Introduction (CAUE 92) : 1993 - 2013 ou "Vingt ans après"

publié le 21 juin 2013 (modifié le 6 juillet 2015)

La loi paysage date de 1993 et nous sommes en 2013. Ce qui lui donne 20 ans et nous permet un clin d’œil en direction du titre du roman d’Alexandre Dumas.


Mais il ne s’agit pas simplement d’un jeu de mots. Il est temps en effet de se demander où nous en sommes aujourd’hui. En un mot, 1993 était le temps de la découverte, de l’expérimentation et 2013 serait-il déjà le temps de la routine ?

Depuis 1993 :

  • Qu’est-ce qui a changé ?
  • Avons-nous changé ?
  • Depuis que cette loi est sortie (certains, des juristes notamment, disaient qu’elle était « inapplicable » et qu’il n’en sortirait donc rien), notre vision du paysage est-elle la même ?

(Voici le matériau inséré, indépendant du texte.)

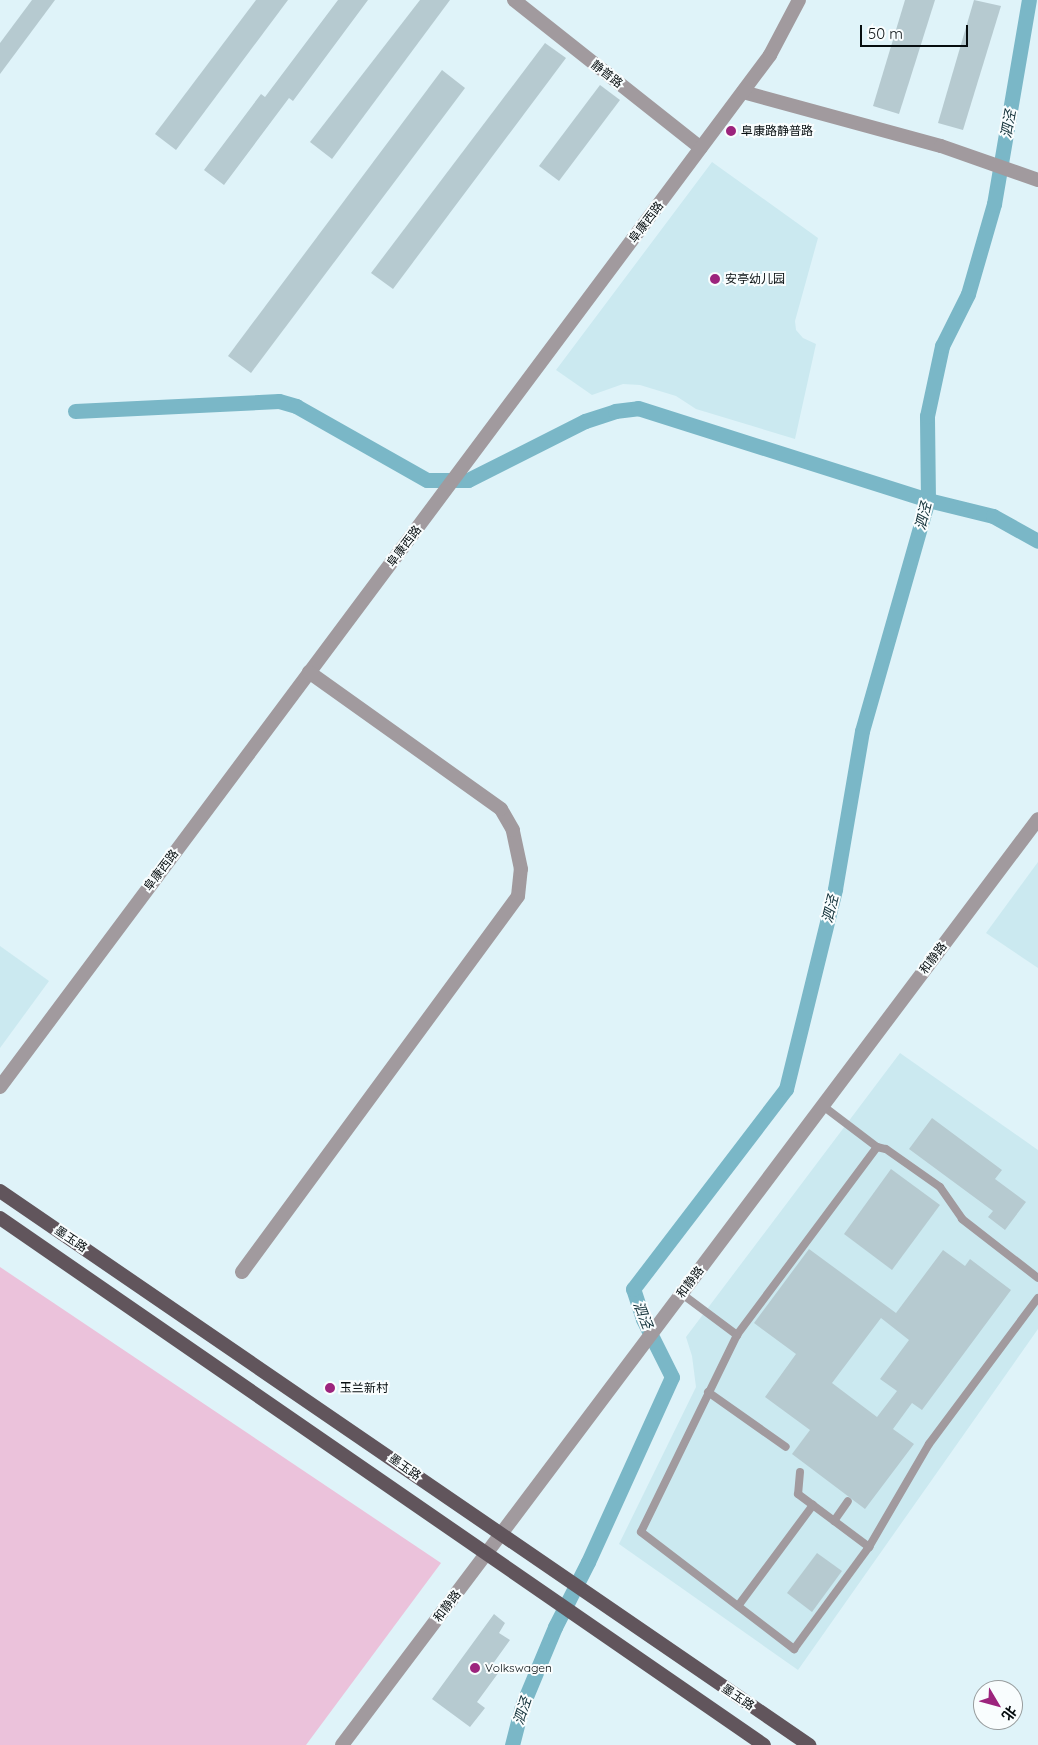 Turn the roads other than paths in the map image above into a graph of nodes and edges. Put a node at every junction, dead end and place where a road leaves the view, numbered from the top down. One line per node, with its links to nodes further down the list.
1 (514, 0): 4 (street, 静普路)
2 (799, 0): 3 (street, 阜康西路)
3 (743, 92): 4 (street, 阜康西路); 5 (street)
4 (701, 148): 6 (street, 阜康西路)
5 (1038, 180)
6 (309, 672): 8 (street, 阜康西路); 13 (street)
7 (1038, 819): 9 (street, 和静路)
8 (0, 1087)
9 (822, 1106): 10 (lane); 15 (street, 和静路)
10 (878, 1147): 14 (lane); 17 (lane)
11 (0, 1190): 24 (main road, 墨玉路)
12 (0, 1218): 26 (main road, 墨玉路)
13 (242, 1272)
14 (1038, 1278)
15 (682, 1294): 17 (lane); 24 (street, 和静路)
16 (1038, 1298): 25 (lane)
17 (737, 1335): 18 (lane)
18 (708, 1392): 19 (lane); 27 (lane)
19 (786, 1447)
20 (800, 1472): 22 (lane)
21 (848, 1501): 23 (lane)
22 (812, 1505): 23 (lane); 27 (lane)
23 (834, 1521): 25 (lane)
24 (501, 1534): 26 (street, 和静路); 30 (main road, 墨玉路)
25 (869, 1547): 27 (lane)
26 (485, 1554): 28 (street, 和静路); 29 (main road, 墨玉路)
27 (738, 1606)
28 (342, 1745)
29 (764, 1745)
30 (809, 1745)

Au CAUE, nous avons fait plusieurs expériences

  • nous avons bien sûr organisé des journées d’information pour expliciter comment appliquer la loi
  • nous avons organisé des formations pour les enseignants, qui découvraient avec stupeur l’existence du « paysage urbain », à partir de trajets en train
  • nous avons expérimenté avec la ville de Meudon et Issy-les-Moulineaux, deux « POS paysagers », à partir de « séquences » de découverte de la ville
  • nous avons demandé à un couple de jeunes paysagistes pleins de promesses, Michel Desvigne et Christine Dalnoky, de concevoir avec nous un numéro de notre revue TOPOS, qui finalement s’appellera « Parcours dans les paysages des Hauts-de-Seine », qui, comme les séquences citées plus haut, montraient déjà qu’intuitivement on commençait à se poser la question de la dynamique des paysages, de leur perception active, contre une représentation fixe, statique, celle de la perspective géométrique
  • nous avons monté avec l’aide du Ministère de l’Environnement un « observatoire photographique des paysages », à partir de quarante sites, que nous ne sélectionnerions sans doute plus de la même façon aujourd’hui.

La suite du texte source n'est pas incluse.